YOUR OBJECTIVE
Nothing in the records may be altered, and no picture may be included. Restate them in full.

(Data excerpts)
....
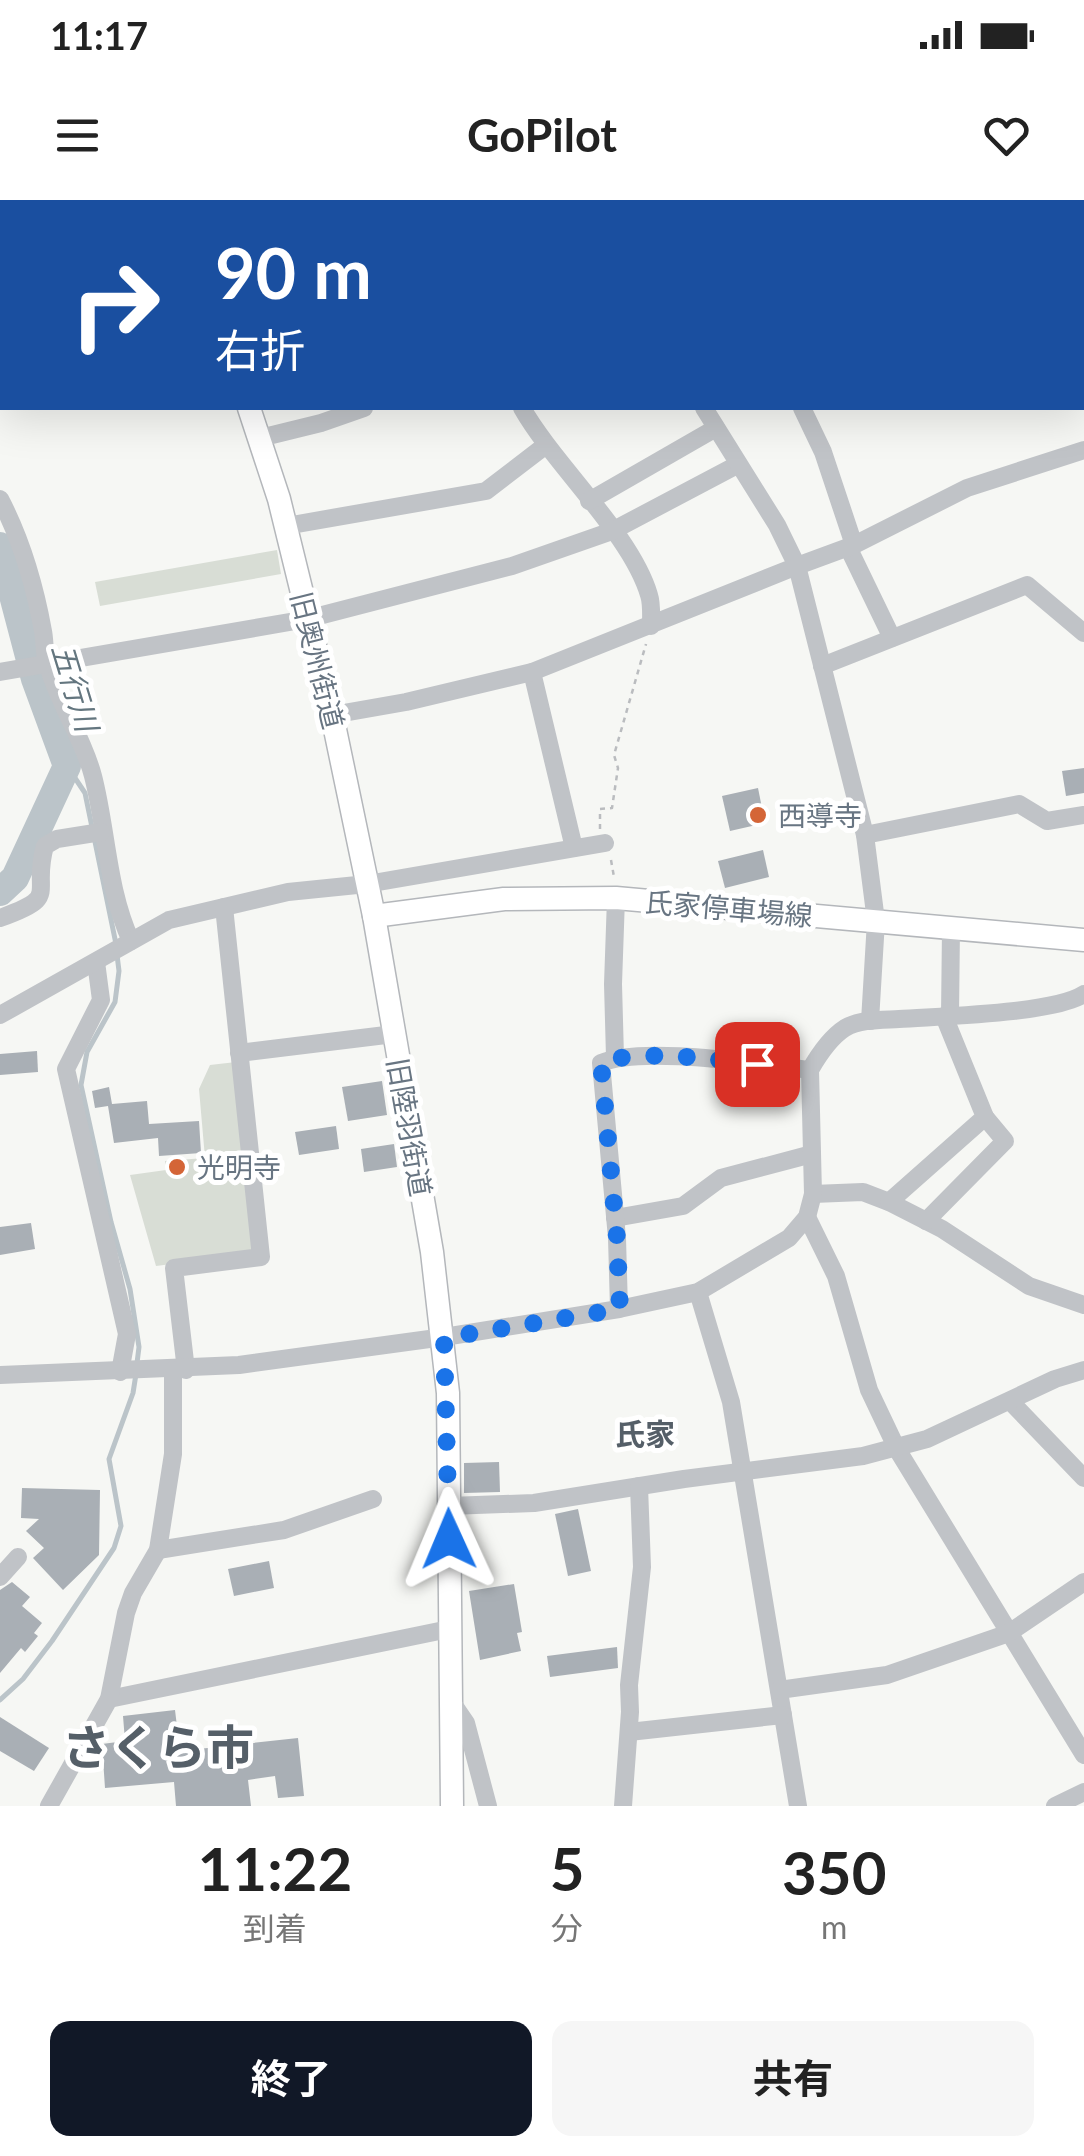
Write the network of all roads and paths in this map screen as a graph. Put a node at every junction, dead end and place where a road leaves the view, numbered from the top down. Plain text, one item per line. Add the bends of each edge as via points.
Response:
1 (250, 410) edge
2 (358, 410) edge
3 (523, 410) edge
4 (705, 410) edge
5 (803, 410) edge
6 (716, 428) junction
7 (260, 438) junction
8 (546, 445) junction
9 (1084, 450) edge
10 (738, 465) junction
11 (0, 500) edge
12 (589, 501) junction
13 (286, 526) junction
14 (612, 531) junction
15 (851, 546) junction
16 (796, 566) junction
17 (307, 619) junction
18 (651, 626) junction
19 (1084, 633) edge
20 (892, 638) junction
21 (44, 663) junction
22 (822, 666) junction
23 (0, 672) edge
24 (532, 672) junction
25 (332, 715) junction
26 (1084, 815) edge
27 (94, 833) junction
28 (865, 836) junction
29 (605, 843) junction
30 (574, 848) junction
31 (367, 884) junction
32 (616, 898) junction
33 (224, 907) junction
34 (374, 916) junction
35 (0, 918) edge
36 (876, 921) junction
37 (951, 928) junction
38 (1084, 940) edge
39 (115, 951) junction
40 (1084, 994) edge
41 (0, 1015) edge
42 (947, 1015) junction
43 (870, 1021) junction
44 (394, 1034) junction
45 (239, 1053) junction
46 (615, 1057) junction
47 (810, 1070) junction
48 (985, 1117) junction
49 (812, 1154) junction
50 (813, 1194) junction
51 (889, 1202) junction
52 (807, 1217) junction
53 (615, 1218) junction
54 (926, 1221) junction
55 (698, 1292) junction
56 (1084, 1305) edge
57 (620, 1309) junction
58 (444, 1338) junction
59 (180, 1370) junction
60 (1084, 1370) edge
61 (120, 1372) junction
62 (0, 1375) edge
63 (1010, 1401) junction
64 (897, 1449) junction
65 (744, 1472) junction
66 (1084, 1478) edge
67 (639, 1486) junction
68 (373, 1499) dead end
69 (448, 1506) junction
70 (158, 1550) junction
71 (18, 1558) dead end
72 (0, 1578) edge
73 (1084, 1582) edge
74 (450, 1630) junction
75 (1009, 1633) junction
76 (779, 1690) junction
77 (109, 1698) junction
78 (450, 1700) junction
79 (783, 1715) junction
80 (629, 1732) junction
81 (1084, 1754) edge
82 (1084, 1792) edge
83 (50, 1806) edge
84 (452, 1806) edge
85 (488, 1806) edge
86 (624, 1806) edge
87 (798, 1806) edge
88 (1055, 1806) edge

1 - 7 main road, 旧奥州街道
2 - 7 street
3 - 8 street
4 - 6 street
5 - 15 street
6 - 10 street
6 - 12 street
7 - 13 main road, 旧奥州街道
8 - 12 street
8 - 13 street via 486,490
9 - 15 street via 967,488
10 - 14 street
10 - 16 street
11 - 21 street via 22,553
12 - 14 street
13 - 17 main road, 旧奥州街道
14 - 17 street via 512,566
14 - 18 street via 637,566 650,598
15 - 16 street
15 - 20 street
16 - 18 street
16 - 22 street
17 - 21 street
17 - 25 main road, 旧奥州街道
18 - 24 street
18 - 29 path via 614,755 612,808 600,809
19 - 20 street via 1027,585
20 - 22 street
21 - 23 street
21 - 27 street via 92,770 102,811
22 - 28 street
24 - 25 street
24 - 30 street
25 - 31 main road, 旧奥州街道
26 - 28 street via 1047,821 1018,804
27 - 35 street via 45,846 39,897 33,906
27 - 39 street via 124,926
28 - 36 street
29 - 30 street
29 - 32 path
30 - 31 street
31 - 33 street
31 - 34 main road, 旧奥州街道
32 - 34 main road, 氏家停車場線 via 504,899
32 - 36 main road, 氏家停車場線
32 - 46 street
33 - 39 street via 168,920
33 - 45 street
34 - 44 main road, 旧陸羽街道
36 - 37 main road, 氏家停車場線
36 - 43 street
37 - 38 main road, 氏家停車場線
37 - 42 street
39 - 41 street
39 - 61 street via 101,1000 66,1069 126,1334
40 - 42 street via 1018,1010
42 - 43 street
42 - 48 street
43 - 47 street via 846,1028
44 - 45 street
44 - 58 main road, 旧陸羽街道
45 - 59 street via 261,1257 174,1268
46 - 47 street
46 - 53 street via 601,1063
47 - 49 street
48 - 51 street
48 - 54 street via 1005,1141
49 - 50 street
49 - 53 street via 721,1178 683,1206
50 - 51 street via 862,1192
50 - 52 street
51 - 54 street
52 - 55 street via 790,1238
52 - 64 street via 836,1276 869,1390
53 - 57 street
54 - 56 street via 1029,1286
55 - 57 street
55 - 65 street
57 - 58 street
58 - 59 street
58 - 69 main road, 旧陸羽街道
59 - 61 street
59 - 70 street
60 - 63 street
61 - 62 street
63 - 64 street
63 - 66 street
64 - 65 street
64 - 75 street
65 - 67 street
65 - 76 street
67 - 69 street via 518,1505
67 - 80 street via 642,1567
68 - 70 street via 284,1530
69 - 74 main road, 旧陸羽街道
70 - 77 street via 126,1612
71 - 72 street
73 - 75 street
74 - 77 street
74 - 78 main road, 旧陸羽街道
75 - 76 street via 887,1675
75 - 81 street
76 - 79 street
77 - 83 street
78 - 84 main road, 旧陸羽街道
78 - 85 street via 466,1724
79 - 80 street
79 - 87 street
80 - 86 street
82 - 88 street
....
WRITTEN REPLY
Write the network of all roads and paths in this map screen as a graph. Put a node at every junction, dead end and place where a road leaves the view, numbered from the top down. Plain text, one item per line. Add the bends of each edge as via points.
Response:
1 (250, 410) edge
2 (358, 410) edge
3 (523, 410) edge
4 (705, 410) edge
5 (803, 410) edge
6 (716, 428) junction
7 (260, 438) junction
8 (546, 445) junction
9 (1084, 450) edge
10 (738, 465) junction
11 (0, 500) edge
12 (589, 501) junction
13 (286, 526) junction
14 (612, 531) junction
15 (851, 546) junction
16 (796, 566) junction
17 (307, 619) junction
18 (651, 626) junction
19 (1084, 633) edge
20 (892, 638) junction
21 (44, 663) junction
22 (822, 666) junction
23 (0, 672) edge
24 (532, 672) junction
25 (332, 715) junction
26 (1084, 815) edge
27 (94, 833) junction
28 (865, 836) junction
29 (605, 843) junction
30 (574, 848) junction
31 (367, 884) junction
32 (616, 898) junction
33 (224, 907) junction
34 (374, 916) junction
35 (0, 918) edge
36 (876, 921) junction
37 (951, 928) junction
38 (1084, 940) edge
39 (115, 951) junction
40 (1084, 994) edge
41 (0, 1015) edge
42 (947, 1015) junction
43 (870, 1021) junction
44 (394, 1034) junction
45 (239, 1053) junction
46 (615, 1057) junction
47 (810, 1070) junction
48 (985, 1117) junction
49 (812, 1154) junction
50 (813, 1194) junction
51 (889, 1202) junction
52 (807, 1217) junction
53 (615, 1218) junction
54 (926, 1221) junction
55 (698, 1292) junction
56 (1084, 1305) edge
57 (620, 1309) junction
58 (444, 1338) junction
59 (180, 1370) junction
60 (1084, 1370) edge
61 (120, 1372) junction
62 (0, 1375) edge
63 (1010, 1401) junction
64 (897, 1449) junction
65 (744, 1472) junction
66 (1084, 1478) edge
67 (639, 1486) junction
68 (373, 1499) dead end
69 (448, 1506) junction
70 (158, 1550) junction
71 (18, 1558) dead end
72 (0, 1578) edge
73 (1084, 1582) edge
74 (450, 1630) junction
75 (1009, 1633) junction
76 (779, 1690) junction
77 (109, 1698) junction
78 (450, 1700) junction
79 (783, 1715) junction
80 (629, 1732) junction
81 (1084, 1754) edge
82 (1084, 1792) edge
83 (50, 1806) edge
84 (452, 1806) edge
85 (488, 1806) edge
86 (624, 1806) edge
87 (798, 1806) edge
88 (1055, 1806) edge

1 - 7 main road, 旧奥州街道
2 - 7 street
3 - 8 street
4 - 6 street
5 - 15 street
6 - 10 street
6 - 12 street
7 - 13 main road, 旧奥州街道
8 - 12 street
8 - 13 street via 486,490
9 - 15 street via 967,488
10 - 14 street
10 - 16 street
11 - 21 street via 22,553
12 - 14 street
13 - 17 main road, 旧奥州街道
14 - 17 street via 512,566
14 - 18 street via 637,566 650,598
15 - 16 street
15 - 20 street
16 - 18 street
16 - 22 street
17 - 21 street
17 - 25 main road, 旧奥州街道
18 - 24 street
18 - 29 path via 614,755 612,808 600,809
19 - 20 street via 1027,585
20 - 22 street
21 - 23 street
21 - 27 street via 92,770 102,811
22 - 28 street
24 - 25 street
24 - 30 street
25 - 31 main road, 旧奥州街道
26 - 28 street via 1047,821 1018,804
27 - 35 street via 45,846 39,897 33,906
27 - 39 street via 124,926
28 - 36 street
29 - 30 street
29 - 32 path
30 - 31 street
31 - 33 street
31 - 34 main road, 旧奥州街道
32 - 34 main road, 氏家停車場線 via 504,899
32 - 36 main road, 氏家停車場線
32 - 46 street
33 - 39 street via 168,920
33 - 45 street
34 - 44 main road, 旧陸羽街道
36 - 37 main road, 氏家停車場線
36 - 43 street
37 - 38 main road, 氏家停車場線
37 - 42 street
39 - 41 street
39 - 61 street via 101,1000 66,1069 126,1334
40 - 42 street via 1018,1010
42 - 43 street
42 - 48 street
43 - 47 street via 846,1028
44 - 45 street
44 - 58 main road, 旧陸羽街道
45 - 59 street via 261,1257 174,1268
46 - 47 street
46 - 53 street via 601,1063
47 - 49 street
48 - 51 street
48 - 54 street via 1005,1141
49 - 50 street
49 - 53 street via 721,1178 683,1206
50 - 51 street via 862,1192
50 - 52 street
51 - 54 street
52 - 55 street via 790,1238
52 - 64 street via 836,1276 869,1390
53 - 57 street
54 - 56 street via 1029,1286
55 - 57 street
55 - 65 street
57 - 58 street
58 - 59 street
58 - 69 main road, 旧陸羽街道
59 - 61 street
59 - 70 street
60 - 63 street
61 - 62 street
63 - 64 street
63 - 66 street
64 - 65 street
64 - 75 street
65 - 67 street
65 - 76 street
67 - 69 street via 518,1505
67 - 80 street via 642,1567
68 - 70 street via 284,1530
69 - 74 main road, 旧陸羽街道
70 - 77 street via 126,1612
71 - 72 street
73 - 75 street
74 - 77 street
74 - 78 main road, 旧陸羽街道
75 - 76 street via 887,1675
75 - 81 street
76 - 79 street
77 - 83 street
78 - 84 main road, 旧陸羽街道
78 - 85 street via 466,1724
79 - 80 street
79 - 87 street
80 - 86 street
82 - 88 street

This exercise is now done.